_TASK REQUIREMENTS_. Set every entry down again exactly, omitting none.
(INFORMATION PROVIDED)
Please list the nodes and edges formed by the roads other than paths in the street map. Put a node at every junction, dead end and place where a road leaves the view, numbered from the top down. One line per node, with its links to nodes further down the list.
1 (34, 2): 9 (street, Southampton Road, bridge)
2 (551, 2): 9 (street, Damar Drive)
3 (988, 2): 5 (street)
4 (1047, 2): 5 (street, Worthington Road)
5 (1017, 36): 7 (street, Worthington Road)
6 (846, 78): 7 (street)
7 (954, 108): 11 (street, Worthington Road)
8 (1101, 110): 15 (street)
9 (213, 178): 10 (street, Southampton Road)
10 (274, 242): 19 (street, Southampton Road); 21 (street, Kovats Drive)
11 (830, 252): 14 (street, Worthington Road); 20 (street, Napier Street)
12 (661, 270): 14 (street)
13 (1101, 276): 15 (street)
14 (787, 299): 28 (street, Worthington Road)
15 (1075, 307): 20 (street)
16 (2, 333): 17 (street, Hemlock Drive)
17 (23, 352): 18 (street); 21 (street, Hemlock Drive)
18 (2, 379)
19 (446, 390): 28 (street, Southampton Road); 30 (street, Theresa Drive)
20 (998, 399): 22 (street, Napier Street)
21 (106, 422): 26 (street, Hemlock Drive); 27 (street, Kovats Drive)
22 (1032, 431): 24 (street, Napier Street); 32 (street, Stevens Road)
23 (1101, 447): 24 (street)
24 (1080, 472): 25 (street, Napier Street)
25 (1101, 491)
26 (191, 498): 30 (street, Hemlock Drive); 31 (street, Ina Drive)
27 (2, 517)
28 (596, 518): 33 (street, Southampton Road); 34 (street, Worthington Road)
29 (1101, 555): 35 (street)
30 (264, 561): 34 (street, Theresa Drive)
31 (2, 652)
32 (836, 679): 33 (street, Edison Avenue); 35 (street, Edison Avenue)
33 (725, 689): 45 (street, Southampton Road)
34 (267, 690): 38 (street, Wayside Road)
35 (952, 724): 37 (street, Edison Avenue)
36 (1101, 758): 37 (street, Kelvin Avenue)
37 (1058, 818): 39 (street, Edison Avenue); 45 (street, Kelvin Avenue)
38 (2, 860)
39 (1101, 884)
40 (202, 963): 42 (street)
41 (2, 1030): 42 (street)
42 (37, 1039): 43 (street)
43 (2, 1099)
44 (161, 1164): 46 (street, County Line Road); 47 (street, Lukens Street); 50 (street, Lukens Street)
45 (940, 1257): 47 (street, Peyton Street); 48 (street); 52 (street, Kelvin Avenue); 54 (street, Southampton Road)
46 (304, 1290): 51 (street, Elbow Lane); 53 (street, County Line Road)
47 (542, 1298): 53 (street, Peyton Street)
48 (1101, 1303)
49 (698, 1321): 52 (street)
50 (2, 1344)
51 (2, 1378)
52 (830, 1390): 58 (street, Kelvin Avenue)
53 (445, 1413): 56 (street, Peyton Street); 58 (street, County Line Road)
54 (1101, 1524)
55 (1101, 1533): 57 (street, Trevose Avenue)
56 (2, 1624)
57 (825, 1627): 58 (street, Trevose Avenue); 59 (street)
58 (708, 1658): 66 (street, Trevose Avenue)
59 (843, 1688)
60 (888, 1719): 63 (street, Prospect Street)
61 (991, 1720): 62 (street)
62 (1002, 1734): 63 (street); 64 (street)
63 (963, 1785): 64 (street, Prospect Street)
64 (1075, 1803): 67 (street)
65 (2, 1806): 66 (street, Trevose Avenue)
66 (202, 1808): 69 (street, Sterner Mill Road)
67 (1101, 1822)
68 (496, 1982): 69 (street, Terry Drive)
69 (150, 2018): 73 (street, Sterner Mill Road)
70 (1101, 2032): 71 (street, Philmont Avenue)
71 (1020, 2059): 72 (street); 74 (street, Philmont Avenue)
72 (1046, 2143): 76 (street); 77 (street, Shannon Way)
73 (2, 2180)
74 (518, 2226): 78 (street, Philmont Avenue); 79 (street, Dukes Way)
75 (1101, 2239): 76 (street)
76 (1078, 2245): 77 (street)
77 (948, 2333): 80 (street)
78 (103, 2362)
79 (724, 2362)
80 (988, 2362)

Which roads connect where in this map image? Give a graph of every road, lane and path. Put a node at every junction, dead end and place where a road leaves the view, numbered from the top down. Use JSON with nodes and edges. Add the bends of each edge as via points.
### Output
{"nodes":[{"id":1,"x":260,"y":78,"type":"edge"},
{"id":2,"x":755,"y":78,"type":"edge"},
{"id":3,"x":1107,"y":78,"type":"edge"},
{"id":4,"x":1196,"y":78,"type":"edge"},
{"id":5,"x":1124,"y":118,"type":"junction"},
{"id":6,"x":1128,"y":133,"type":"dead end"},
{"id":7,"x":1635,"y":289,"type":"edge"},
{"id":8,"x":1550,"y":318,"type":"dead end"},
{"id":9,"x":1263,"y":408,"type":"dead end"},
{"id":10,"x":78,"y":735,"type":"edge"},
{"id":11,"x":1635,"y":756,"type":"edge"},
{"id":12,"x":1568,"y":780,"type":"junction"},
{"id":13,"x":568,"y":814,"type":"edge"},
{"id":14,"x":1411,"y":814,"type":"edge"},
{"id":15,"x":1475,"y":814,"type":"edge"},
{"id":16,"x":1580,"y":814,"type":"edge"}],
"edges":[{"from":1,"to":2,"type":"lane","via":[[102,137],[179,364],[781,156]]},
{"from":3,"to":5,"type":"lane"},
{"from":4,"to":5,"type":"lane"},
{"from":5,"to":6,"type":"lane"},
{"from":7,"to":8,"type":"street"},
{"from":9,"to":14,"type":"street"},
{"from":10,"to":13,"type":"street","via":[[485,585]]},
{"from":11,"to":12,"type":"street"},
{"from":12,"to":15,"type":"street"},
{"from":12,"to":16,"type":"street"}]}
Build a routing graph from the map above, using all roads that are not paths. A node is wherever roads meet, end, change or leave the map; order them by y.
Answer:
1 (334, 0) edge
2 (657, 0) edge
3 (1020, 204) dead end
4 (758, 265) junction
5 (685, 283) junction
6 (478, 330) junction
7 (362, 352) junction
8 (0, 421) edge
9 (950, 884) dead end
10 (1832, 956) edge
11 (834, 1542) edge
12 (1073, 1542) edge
(End INFORMATION PROVIDED)
_WRITTEN SOLUTION_.
Please list the nodes and edges formed by the roads other than paths in the street map. Put a node at every junction, dead end and place where a road leaves the view, numbered from the top down. One line per node, with its links to nodes further down the list.
1 (34, 2): 9 (street, Southampton Road, bridge)
2 (551, 2): 9 (street, Damar Drive)
3 (988, 2): 5 (street)
4 (1047, 2): 5 (street, Worthington Road)
5 (1017, 36): 7 (street, Worthington Road)
6 (846, 78): 7 (street)
7 (954, 108): 11 (street, Worthington Road)
8 (1101, 110): 15 (street)
9 (213, 178): 10 (street, Southampton Road)
10 (274, 242): 19 (street, Southampton Road); 21 (street, Kovats Drive)
11 (830, 252): 14 (street, Worthington Road); 20 (street, Napier Street)
12 (661, 270): 14 (street)
13 (1101, 276): 15 (street)
14 (787, 299): 28 (street, Worthington Road)
15 (1075, 307): 20 (street)
16 (2, 333): 17 (street, Hemlock Drive)
17 (23, 352): 18 (street); 21 (street, Hemlock Drive)
18 (2, 379)
19 (446, 390): 28 (street, Southampton Road); 30 (street, Theresa Drive)
20 (998, 399): 22 (street, Napier Street)
21 (106, 422): 26 (street, Hemlock Drive); 27 (street, Kovats Drive)
22 (1032, 431): 24 (street, Napier Street); 32 (street, Stevens Road)
23 (1101, 447): 24 (street)
24 (1080, 472): 25 (street, Napier Street)
25 (1101, 491)
26 (191, 498): 30 (street, Hemlock Drive); 31 (street, Ina Drive)
27 (2, 517)
28 (596, 518): 33 (street, Southampton Road); 34 (street, Worthington Road)
29 (1101, 555): 35 (street)
30 (264, 561): 34 (street, Theresa Drive)
31 (2, 652)
32 (836, 679): 33 (street, Edison Avenue); 35 (street, Edison Avenue)
33 (725, 689): 45 (street, Southampton Road)
34 (267, 690): 38 (street, Wayside Road)
35 (952, 724): 37 (street, Edison Avenue)
36 (1101, 758): 37 (street, Kelvin Avenue)
37 (1058, 818): 39 (street, Edison Avenue); 45 (street, Kelvin Avenue)
38 (2, 860)
39 (1101, 884)
40 (202, 963): 42 (street)
41 (2, 1030): 42 (street)
42 (37, 1039): 43 (street)
43 (2, 1099)
44 (161, 1164): 46 (street, County Line Road); 47 (street, Lukens Street); 50 (street, Lukens Street)
45 (940, 1257): 47 (street, Peyton Street); 48 (street); 52 (street, Kelvin Avenue); 54 (street, Southampton Road)
46 (304, 1290): 51 (street, Elbow Lane); 53 (street, County Line Road)
47 (542, 1298): 53 (street, Peyton Street)
48 (1101, 1303)
49 (698, 1321): 52 (street)
50 (2, 1344)
51 (2, 1378)
52 (830, 1390): 58 (street, Kelvin Avenue)
53 (445, 1413): 56 (street, Peyton Street); 58 (street, County Line Road)
54 (1101, 1524)
55 (1101, 1533): 57 (street, Trevose Avenue)
56 (2, 1624)
57 (825, 1627): 58 (street, Trevose Avenue); 59 (street)
58 (708, 1658): 66 (street, Trevose Avenue)
59 (843, 1688)
60 (888, 1719): 63 (street, Prospect Street)
61 (991, 1720): 62 (street)
62 (1002, 1734): 63 (street); 64 (street)
63 (963, 1785): 64 (street, Prospect Street)
64 (1075, 1803): 67 (street)
65 (2, 1806): 66 (street, Trevose Avenue)
66 (202, 1808): 69 (street, Sterner Mill Road)
67 (1101, 1822)
68 (496, 1982): 69 (street, Terry Drive)
69 (150, 2018): 73 (street, Sterner Mill Road)
70 (1101, 2032): 71 (street, Philmont Avenue)
71 (1020, 2059): 72 (street); 74 (street, Philmont Avenue)
72 (1046, 2143): 76 (street); 77 (street, Shannon Way)
73 (2, 2180)
74 (518, 2226): 78 (street, Philmont Avenue); 79 (street, Dukes Way)
75 (1101, 2239): 76 (street)
76 (1078, 2245): 77 (street)
77 (948, 2333): 80 (street)
78 (103, 2362)
79 (724, 2362)
80 (988, 2362)

Which roads connect where in this map image? Give a graph of every road, lane and path. Put a node at every junction, dead end and place where a road leaves the view, numbered from the top down. Use JSON with nodes and edges. Add the bends of each edge as via points.
### Output
{"nodes":[{"id":1,"x":260,"y":78,"type":"edge"},
{"id":2,"x":755,"y":78,"type":"edge"},
{"id":3,"x":1107,"y":78,"type":"edge"},
{"id":4,"x":1196,"y":78,"type":"edge"},
{"id":5,"x":1124,"y":118,"type":"junction"},
{"id":6,"x":1128,"y":133,"type":"dead end"},
{"id":7,"x":1635,"y":289,"type":"edge"},
{"id":8,"x":1550,"y":318,"type":"dead end"},
{"id":9,"x":1263,"y":408,"type":"dead end"},
{"id":10,"x":78,"y":735,"type":"edge"},
{"id":11,"x":1635,"y":756,"type":"edge"},
{"id":12,"x":1568,"y":780,"type":"junction"},
{"id":13,"x":568,"y":814,"type":"edge"},
{"id":14,"x":1411,"y":814,"type":"edge"},
{"id":15,"x":1475,"y":814,"type":"edge"},
{"id":16,"x":1580,"y":814,"type":"edge"}],
"edges":[{"from":1,"to":2,"type":"lane","via":[[102,137],[179,364],[781,156]]},
{"from":3,"to":5,"type":"lane"},
{"from":4,"to":5,"type":"lane"},
{"from":5,"to":6,"type":"lane"},
{"from":7,"to":8,"type":"street"},
{"from":9,"to":14,"type":"street"},
{"from":10,"to":13,"type":"street","via":[[485,585]]},
{"from":11,"to":12,"type":"street"},
{"from":12,"to":15,"type":"street"},
{"from":12,"to":16,"type":"street"}]}
Build a routing graph from the map above, using all roads that are not paths. A node is wherever roads meet, end, change or leave the map; order them by y.
Answer:
1 (334, 0) edge
2 (657, 0) edge
3 (1020, 204) dead end
4 (758, 265) junction
5 (685, 283) junction
6 (478, 330) junction
7 (362, 352) junction
8 (0, 421) edge
9 (950, 884) dead end
10 (1832, 956) edge
11 (834, 1542) edge
12 (1073, 1542) edge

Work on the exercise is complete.